Similarly, in Nevada, a measure to create regulations for residential reuse of gray water – water collected from showers, sinks, washing machines and other home appliances – did not pass.
Ruck said collecting and using water on site is beneficial to water tables, especially as communities grow and the amount of pavement and other non-absorbent ground cover continues to increase.
Colorado did enact a law this year that provides for a 10-year pilot program allowing the collection of rainwater from the roofs of some new residential and mixed-use developments.
Building Green Infrastructure
Brown points out that while reclaiming water works for municipalities that are still growing, processing and treating rainwater takes a great deal of energy and can be too expensive for cities with existing infrastructure, some of which is a century old.
“In order to reuse that water, you have to build and set up new pipes,” Brown said. “That’s a big infrastructure investment and we haven’t really made that.”
John Rumpler, a senior attorney with Environment America, said many in the environmental community believe that while reusing stormwater is helpful, creating green infrastructure – using plants and other green space to allow water to be absorbed into the ground rather than run into sewer systems – is the most sustainable way to stem runoff that overflows sewage plants, (and ultimately pours untreated wastewater into tributaries).
“Every time we go to process or reprocess water in any way, we’re talking about enormous energy consumption,” Rumpler said.

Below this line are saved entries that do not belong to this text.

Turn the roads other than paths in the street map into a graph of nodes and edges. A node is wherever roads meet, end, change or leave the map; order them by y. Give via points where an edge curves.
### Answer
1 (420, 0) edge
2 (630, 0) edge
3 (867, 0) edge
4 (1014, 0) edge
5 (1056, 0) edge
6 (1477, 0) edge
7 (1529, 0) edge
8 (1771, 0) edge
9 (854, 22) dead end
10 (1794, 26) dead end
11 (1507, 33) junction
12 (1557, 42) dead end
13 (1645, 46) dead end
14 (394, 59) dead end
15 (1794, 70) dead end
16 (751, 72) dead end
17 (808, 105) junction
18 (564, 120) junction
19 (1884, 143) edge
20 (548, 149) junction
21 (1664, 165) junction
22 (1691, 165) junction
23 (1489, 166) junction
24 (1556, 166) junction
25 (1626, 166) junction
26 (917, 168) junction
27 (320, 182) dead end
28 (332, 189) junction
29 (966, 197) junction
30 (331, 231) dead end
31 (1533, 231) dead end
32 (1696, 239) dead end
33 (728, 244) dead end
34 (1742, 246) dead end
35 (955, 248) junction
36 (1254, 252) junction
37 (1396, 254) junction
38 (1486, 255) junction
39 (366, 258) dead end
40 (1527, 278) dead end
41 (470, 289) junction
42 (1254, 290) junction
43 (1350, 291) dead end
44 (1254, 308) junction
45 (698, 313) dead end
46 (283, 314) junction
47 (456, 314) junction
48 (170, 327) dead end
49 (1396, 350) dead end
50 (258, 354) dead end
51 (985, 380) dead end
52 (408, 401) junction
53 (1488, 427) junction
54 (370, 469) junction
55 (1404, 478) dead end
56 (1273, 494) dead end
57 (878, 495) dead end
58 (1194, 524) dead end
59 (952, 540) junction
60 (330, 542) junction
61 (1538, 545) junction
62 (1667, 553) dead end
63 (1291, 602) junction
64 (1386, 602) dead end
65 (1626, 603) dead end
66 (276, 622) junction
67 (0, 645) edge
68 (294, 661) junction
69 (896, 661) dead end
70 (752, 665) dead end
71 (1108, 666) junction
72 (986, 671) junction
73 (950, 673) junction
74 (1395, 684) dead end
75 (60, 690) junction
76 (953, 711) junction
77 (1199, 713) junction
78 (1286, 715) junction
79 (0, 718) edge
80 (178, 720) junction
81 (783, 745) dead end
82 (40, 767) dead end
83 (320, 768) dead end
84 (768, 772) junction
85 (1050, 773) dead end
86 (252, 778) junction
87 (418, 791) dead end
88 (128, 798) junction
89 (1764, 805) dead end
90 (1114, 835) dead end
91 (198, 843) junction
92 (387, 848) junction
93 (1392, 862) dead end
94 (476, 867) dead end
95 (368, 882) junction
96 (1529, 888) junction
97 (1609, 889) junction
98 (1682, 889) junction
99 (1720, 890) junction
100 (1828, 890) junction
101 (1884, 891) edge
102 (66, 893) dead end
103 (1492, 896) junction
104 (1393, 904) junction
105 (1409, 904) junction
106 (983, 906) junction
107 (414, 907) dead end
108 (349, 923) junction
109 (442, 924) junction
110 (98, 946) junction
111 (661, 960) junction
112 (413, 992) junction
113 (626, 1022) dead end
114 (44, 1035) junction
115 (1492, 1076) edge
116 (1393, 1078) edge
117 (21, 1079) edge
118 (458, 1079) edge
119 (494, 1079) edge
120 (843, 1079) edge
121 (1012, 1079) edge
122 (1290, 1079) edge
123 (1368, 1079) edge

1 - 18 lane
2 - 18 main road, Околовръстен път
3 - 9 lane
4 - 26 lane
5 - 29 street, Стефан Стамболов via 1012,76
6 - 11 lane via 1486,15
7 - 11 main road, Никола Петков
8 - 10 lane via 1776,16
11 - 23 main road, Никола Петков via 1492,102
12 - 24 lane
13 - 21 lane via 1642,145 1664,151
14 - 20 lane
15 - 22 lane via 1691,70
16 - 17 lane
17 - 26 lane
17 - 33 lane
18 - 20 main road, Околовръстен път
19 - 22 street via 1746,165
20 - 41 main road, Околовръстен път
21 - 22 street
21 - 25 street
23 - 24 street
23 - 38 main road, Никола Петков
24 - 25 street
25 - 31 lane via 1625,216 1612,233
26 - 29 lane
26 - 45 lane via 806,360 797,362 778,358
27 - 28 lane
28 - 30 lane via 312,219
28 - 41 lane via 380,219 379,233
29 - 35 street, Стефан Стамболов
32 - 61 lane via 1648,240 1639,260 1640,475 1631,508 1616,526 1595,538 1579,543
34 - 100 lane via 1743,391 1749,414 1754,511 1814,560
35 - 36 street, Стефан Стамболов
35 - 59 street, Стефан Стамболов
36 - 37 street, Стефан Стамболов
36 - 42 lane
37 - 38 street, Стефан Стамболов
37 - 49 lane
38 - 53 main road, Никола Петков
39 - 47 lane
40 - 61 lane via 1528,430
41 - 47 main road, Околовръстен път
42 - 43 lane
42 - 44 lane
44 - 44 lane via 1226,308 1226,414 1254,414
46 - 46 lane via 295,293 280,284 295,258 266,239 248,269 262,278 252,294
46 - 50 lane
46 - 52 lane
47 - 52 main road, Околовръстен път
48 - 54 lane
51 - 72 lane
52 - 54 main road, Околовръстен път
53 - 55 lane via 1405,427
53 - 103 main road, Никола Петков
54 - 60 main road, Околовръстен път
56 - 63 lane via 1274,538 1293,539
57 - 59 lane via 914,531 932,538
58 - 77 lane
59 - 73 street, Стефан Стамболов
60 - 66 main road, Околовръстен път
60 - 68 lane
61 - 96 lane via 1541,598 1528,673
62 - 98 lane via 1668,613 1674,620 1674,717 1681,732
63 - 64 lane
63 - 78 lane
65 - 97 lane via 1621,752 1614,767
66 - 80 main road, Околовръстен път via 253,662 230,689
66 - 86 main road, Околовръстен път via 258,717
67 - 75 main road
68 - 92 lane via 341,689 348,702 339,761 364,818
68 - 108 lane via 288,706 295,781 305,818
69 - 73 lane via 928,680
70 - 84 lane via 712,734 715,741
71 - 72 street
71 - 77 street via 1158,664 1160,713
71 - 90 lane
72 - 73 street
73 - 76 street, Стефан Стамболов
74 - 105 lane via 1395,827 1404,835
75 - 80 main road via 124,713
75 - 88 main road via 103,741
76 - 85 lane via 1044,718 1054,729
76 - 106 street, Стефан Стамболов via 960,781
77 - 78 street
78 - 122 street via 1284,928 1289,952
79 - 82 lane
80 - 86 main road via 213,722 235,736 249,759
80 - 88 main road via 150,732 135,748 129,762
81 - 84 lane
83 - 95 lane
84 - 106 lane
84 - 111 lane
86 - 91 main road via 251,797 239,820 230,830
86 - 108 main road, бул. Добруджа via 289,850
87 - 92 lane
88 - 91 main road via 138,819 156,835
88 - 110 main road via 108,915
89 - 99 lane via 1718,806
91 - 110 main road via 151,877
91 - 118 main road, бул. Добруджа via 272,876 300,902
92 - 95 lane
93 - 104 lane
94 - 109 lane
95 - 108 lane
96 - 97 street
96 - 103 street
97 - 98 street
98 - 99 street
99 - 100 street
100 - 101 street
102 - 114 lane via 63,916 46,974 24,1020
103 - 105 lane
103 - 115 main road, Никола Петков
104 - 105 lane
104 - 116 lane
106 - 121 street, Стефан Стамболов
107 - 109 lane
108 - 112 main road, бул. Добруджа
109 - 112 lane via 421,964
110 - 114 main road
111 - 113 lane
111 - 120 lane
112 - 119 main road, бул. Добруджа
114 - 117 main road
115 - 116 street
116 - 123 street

Already, cities including Los Angeles, Philadelphia and Cleveland are moving forward with green infrastructure projects.
Cleveland is operating under a federal consent decree to reduce the amount of raw sewage that overflows into Lake Erie, the Cuyahoga River and other local tributaries in and around the city. In response, the Northeast Ohio Regional Sewer District is using a 25-year plan that combines treatment plant improvements, underground tunnels to store at least 312 million gallons of storm sewage and green infrastructure to reduce sewage overflow.
The sewer district has spent $55 million on nine green infrastructure sites and awards grants to local governments and nonprofits to build green areas.
However, green infrastructure will not solve Cleveland’s sewage overflow problem on its own, said Kyle Dreyfuss-Wells, the sewer district’s deputy director of watershed programs.
On the East Coast, Philadelphia has developed a first of its kind partnership with the EPA to implement a green infrastructure program that targets parks, schools, streets and vacant land.
The city, which was the first in the country to supply residents with drinking water, is spending $1.2 billion over 25 years to add green infrastructure and improve treatment facilities.
South of Philadelphia, a cost-benefit analysis of a 2011 Green Infrastructure Plan in Lancaster, Pennsylvania, shows a projected $2 million in electricity and natural gas savings for the city and its 60,000 residents after a 25-year implementation period. The study also points out that the green infrastructure plan could save the city $661,000 annually in water pumping and treatment costs.
Update: This story has been updated to say that Cleveland's underground tunnels could store at least 312 million gallons of storm sewage.